Cerró los ojos y la besó. Sus labios se entrelazaron ante la
mirada y el aplauso de los invitados. Sintió algo de rubor en sus mejillas y
todo su cuerpo comenzó a temblar. Pero ella, con su mirada sonriente, le
devolvió esa seguridad de la que se había enamorado dos años atrás. Entonces no
creía en el amor a primera vista, ni en flechas mágicas ni en Cupidos. Pero ese
día de noviembre, cuando entró en aquel bar y la vio, sentada al fondo, con su
iluminada sonrisa, luciendo ese suéter azul turquesa y esos vaqueros, todo
pareció oscurecerse a su alrededor. Fue en el instante en que sus miradas se
cruzaron cuando comprendieron que el mundo les pertenecía y que nada ni nadie
podría impedirlo. Y ahora estaba ahí, junto a ella, en el día más feliz de sus
vidas. Miró a sus padres. Recordó el día que les anunció su boda y el profundo
daño que le hizo su silencio… y sus miradas. Pero ahí estaban, con sus ojos
empapados en alegría y con el orgullo reflejado en sus rostros. Dirigió la
mirada al anillo que ahora lucía en su dedo, símbolo de un matrimonio por el
que prometió luchar sin descanso. Instintivamente buscó la seguridad de la mano
de su amada y la apretó con fuerza. Nada ni nadie era más importante que ella.
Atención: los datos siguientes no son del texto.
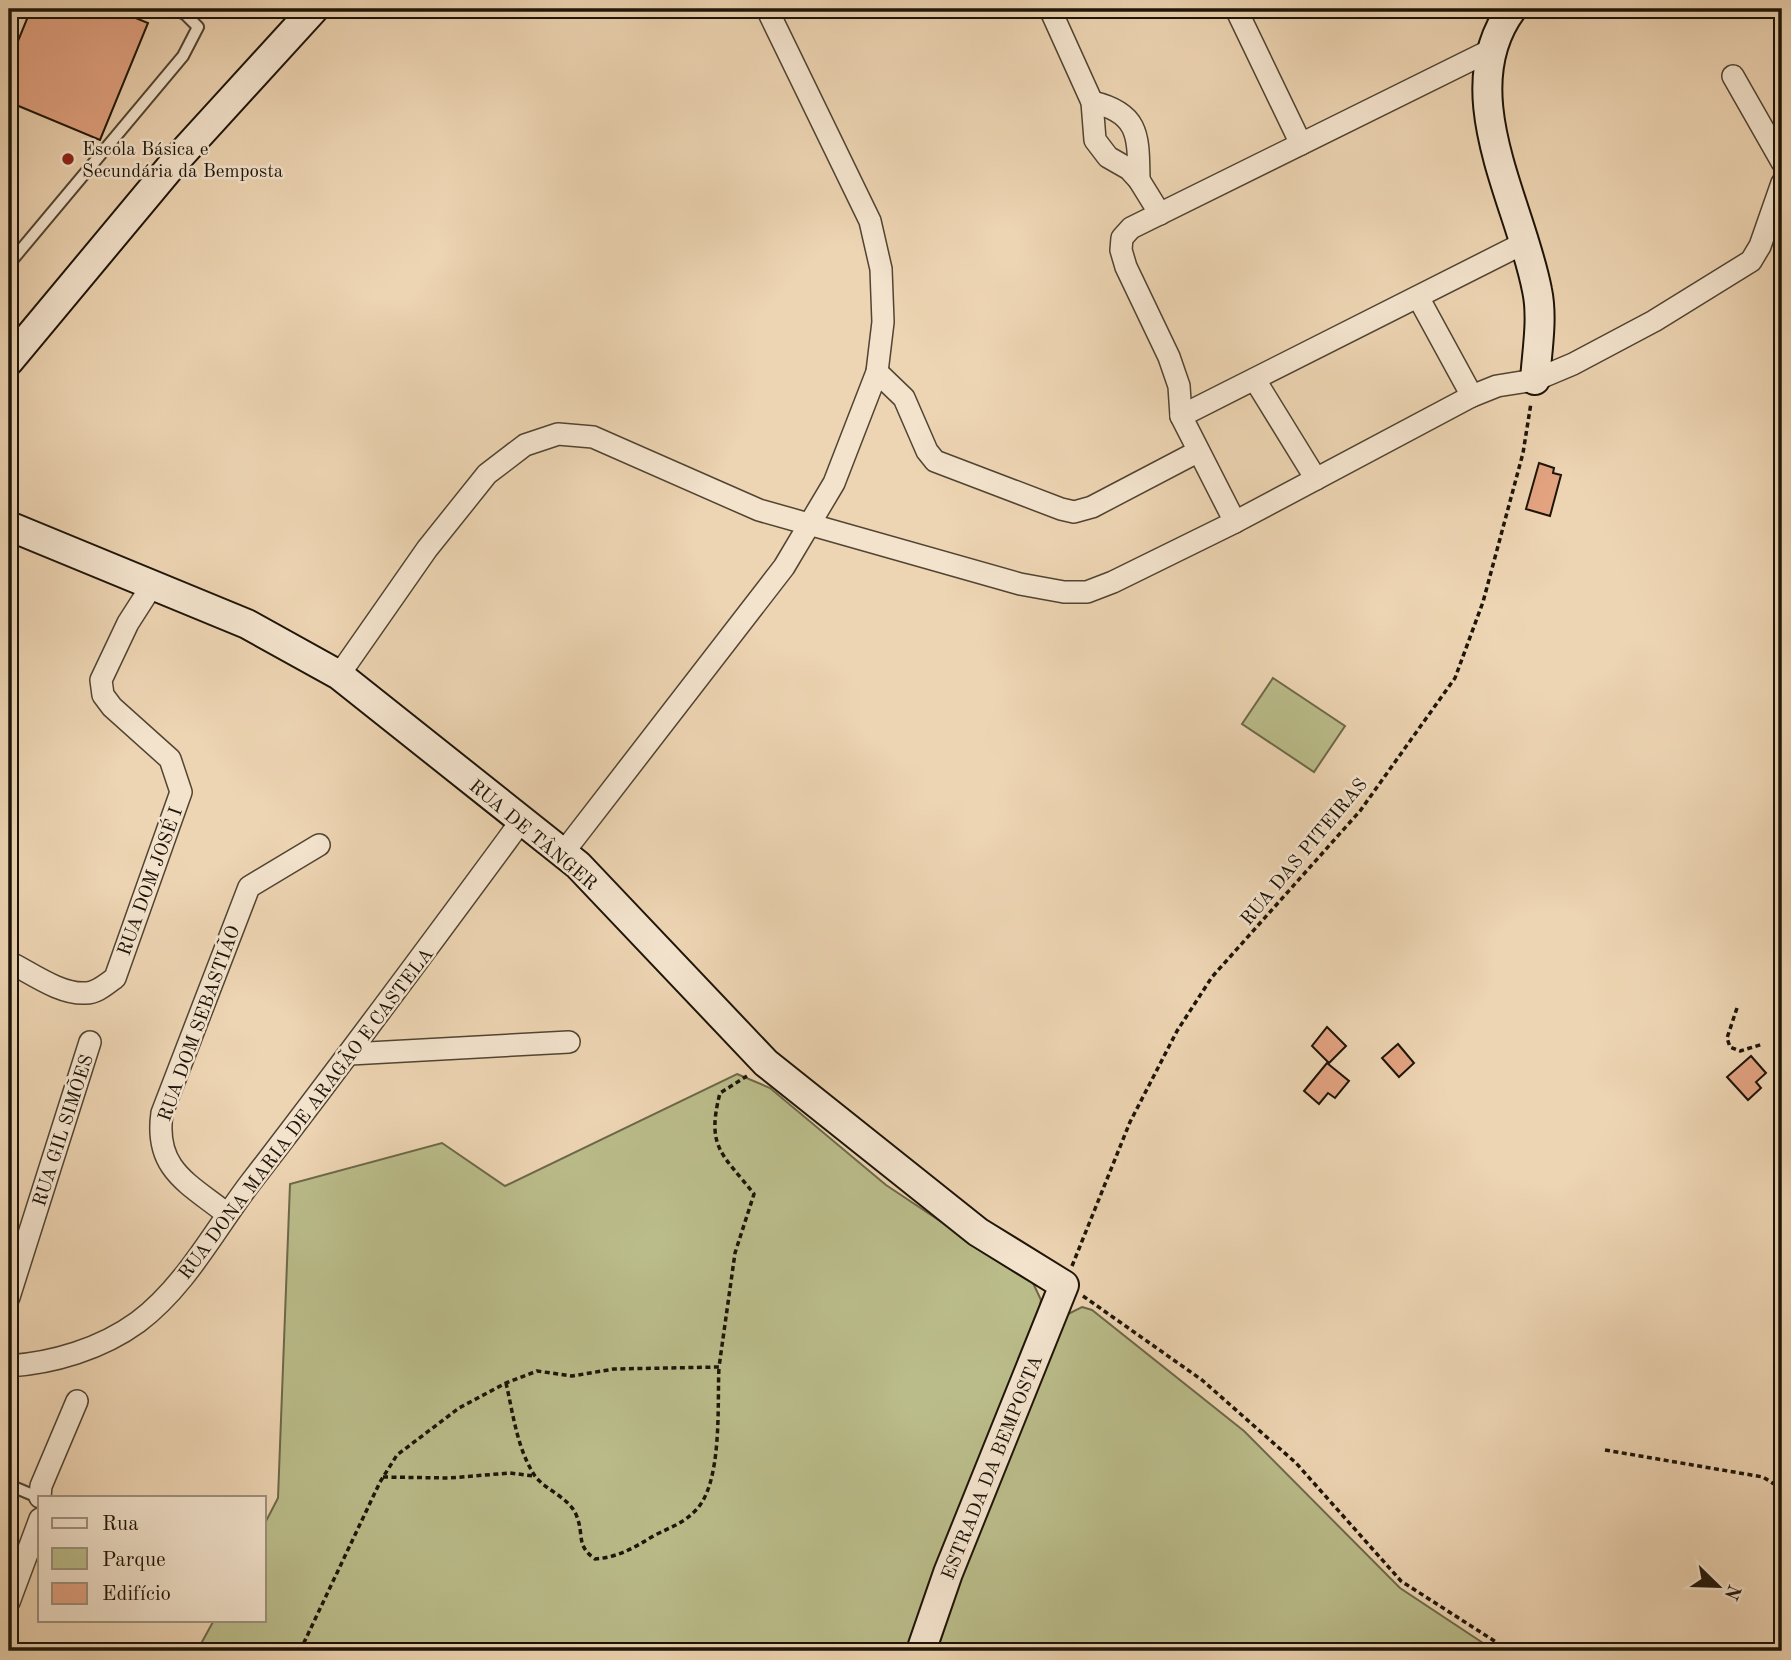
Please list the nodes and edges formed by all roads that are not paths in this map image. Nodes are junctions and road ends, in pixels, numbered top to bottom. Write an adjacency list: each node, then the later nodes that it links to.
1 (173, 9): 16 (lane)
2 (314, 9): 18 (street)
3 (768, 9): 19 (street)
4 (1050, 9): 9 (street)
5 (1236, 9): 10 (street)
6 (1512, 9): 7 (street)
7 (1491, 50): 10 (street); 15 (street)
8 (1734, 76): 11 (street)
9 (1092, 102): 12 (street); 12 (street)
10 (1301, 144): 14 (street)
11 (1782, 162)
12 (1139, 180): 14 (street)
13 (1782, 183): 21 (street)
14 (1160, 214): 23 (street)
15 (1524, 243): 17 (street); 21 (street)
16 (9, 264)
17 (1418, 297): 20 (street); 22 (street)
18 (9, 361)
19 (877, 372): 24 (street); 28 (street)
20 (1255, 380): 23 (street); 25 (street)
21 (1535, 380): 22 (street)
22 (1472, 396): 25 (street)
23 (1181, 416): 24 (street)
24 (1197, 452): 26 (street)
25 (1316, 479): 26 (street)
26 (1235, 522): 28 (street)
27 (9, 526): 29 (street, RUA DE TÂNGER)
28 (812, 526): 30 (street); 33 (street)
29 (153, 584): 30 (street, RUA DE TÂNGER); 34 (street, RUA DOM JOSÉ I)
30 (339, 675): 31 (street, RUA DE TÂNGER)
31 (522, 820): 33 (street, RUA DE TÂNGER); 37 (street, RUA DONA MARIA DE ARAGÃO E CASTELA)
32 (319, 845): 38 (street, RUA DOM SEBASTIÃO)
33 (563, 853): 39 (street, RUA DE TÂNGER)
34 (9, 961)
35 (90, 1042): 40 (street, RUA GIL SIMÕES)
36 (569, 1042): 37 (street)
37 (350, 1054): 38 (street, RUA DONA MARIA DE ARAGÃO E CASTELA)
38 (227, 1214): 41 (street, RUA DONA MARIA DE ARAGÃO E CASTELA)
39 (1064, 1285): 48 (street, ESTRADA DA BEMPOSTA)
40 (9, 1297)
41 (9, 1366)
42 (77, 1401): 44 (street)
43 (9, 1485): 45 (lane)
44 (40, 1496)
45 (38, 1497)
46 (38, 1524): 47 (street)
47 (9, 1602)
48 (921, 1651)

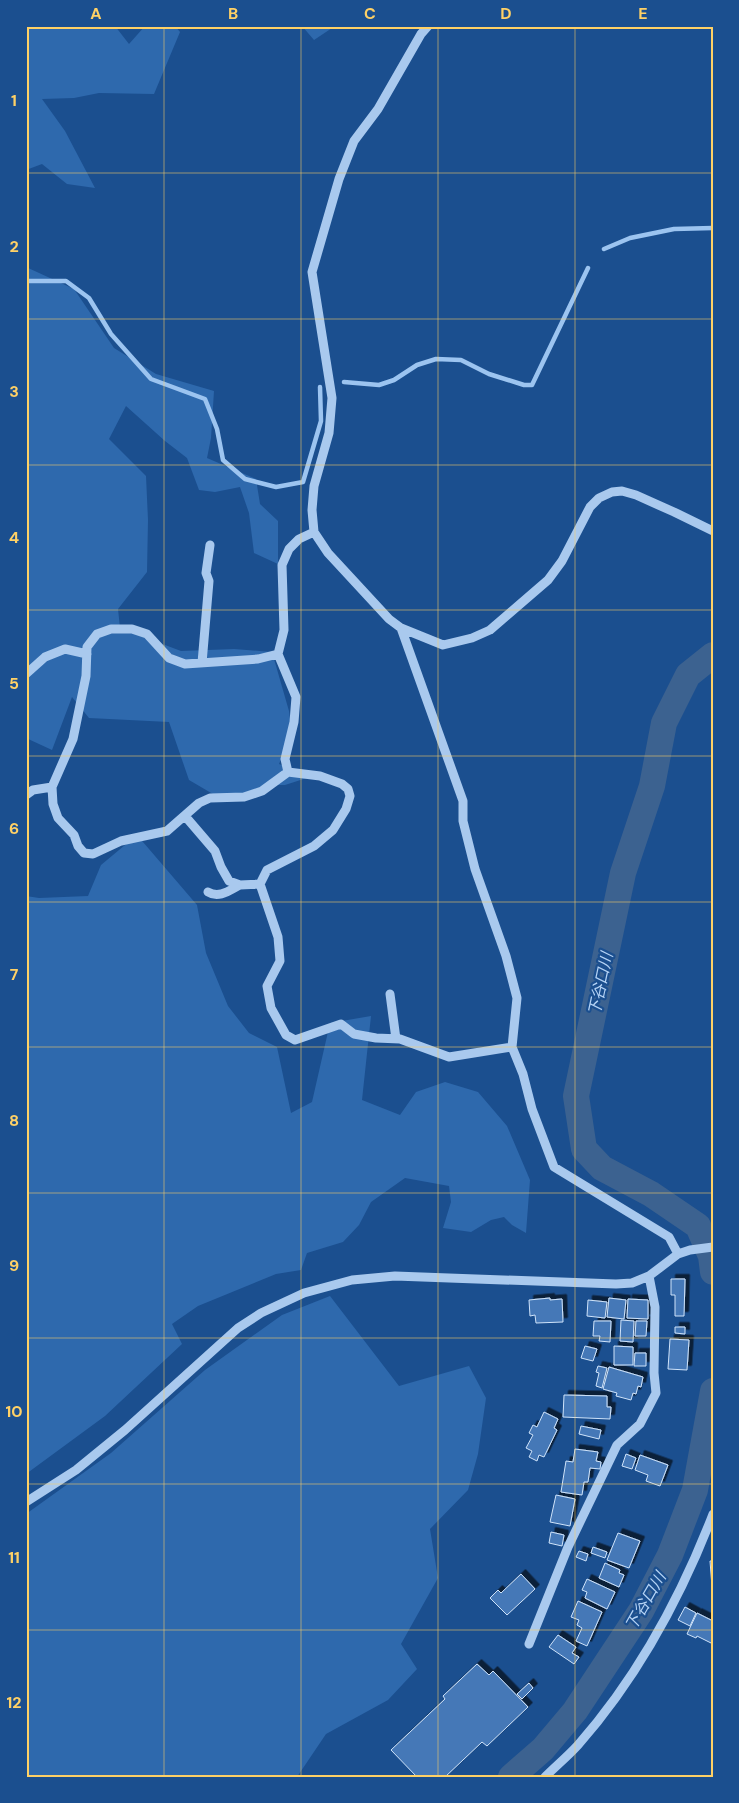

No imaginaba el resto de vida sin sus caricias, sin su mirada limpia, sin su
complicidad.
A su memoria volvieron entonces recuerdos amargos, indiferencias
hirientes, miradas intransigentes de gente sin corazón que nunca intentó ni
siquiera comprender. Y recordó su lucha interior por aceptarse tal cual era, y
sus tímidos intentos de contarlo a los demás, y las sonrisas maledicentes que
le hicieron tanto daño. Pero pronto comprendió que más personas habían sufrido
durante años, en silencio, ese calvario de injurias y ofensas. Y aprendió a
conocerse, a admitir su condición. Sin propagarla a los cuatro vientos, pero
sin esconderla. Y las cosas comenzaron a cambiar. Poco a poco, pero sin vuelta
atrás. También en un país al que le costaba dejar atrás una mentalidad
anquilosada y en una ciudad que comenzaba a despertar de ese letargo de
prejuicios.
Un difícil camino que ahora quedaba atrás. Volvió a apretar su mano
con fuerza y sonrió. Ella se acercó y le susurró al oído. ¡Te quiero, cariño! Sus
ojos se empaparon de lágrimas. Nada ni nadie podría separarlas ahora. Eran un
matrimonio de pleno derecho, con deberes y obligaciones. Y pensó en el respeto
que todo ser humano se merece, al margen de su condición. Y pensó en miles de
mujeres y hombres que sufrieron y siguen sufriendo por ser diferentes a la
mayoría. Y en el empeño de algunos por negarles la felicidad o por sustraerles
el simple nombre de matrimonio. Se sentía mujer. Se sentía persona. Era el día
más feliz de su vida y nada ni nadie podría impedirlo.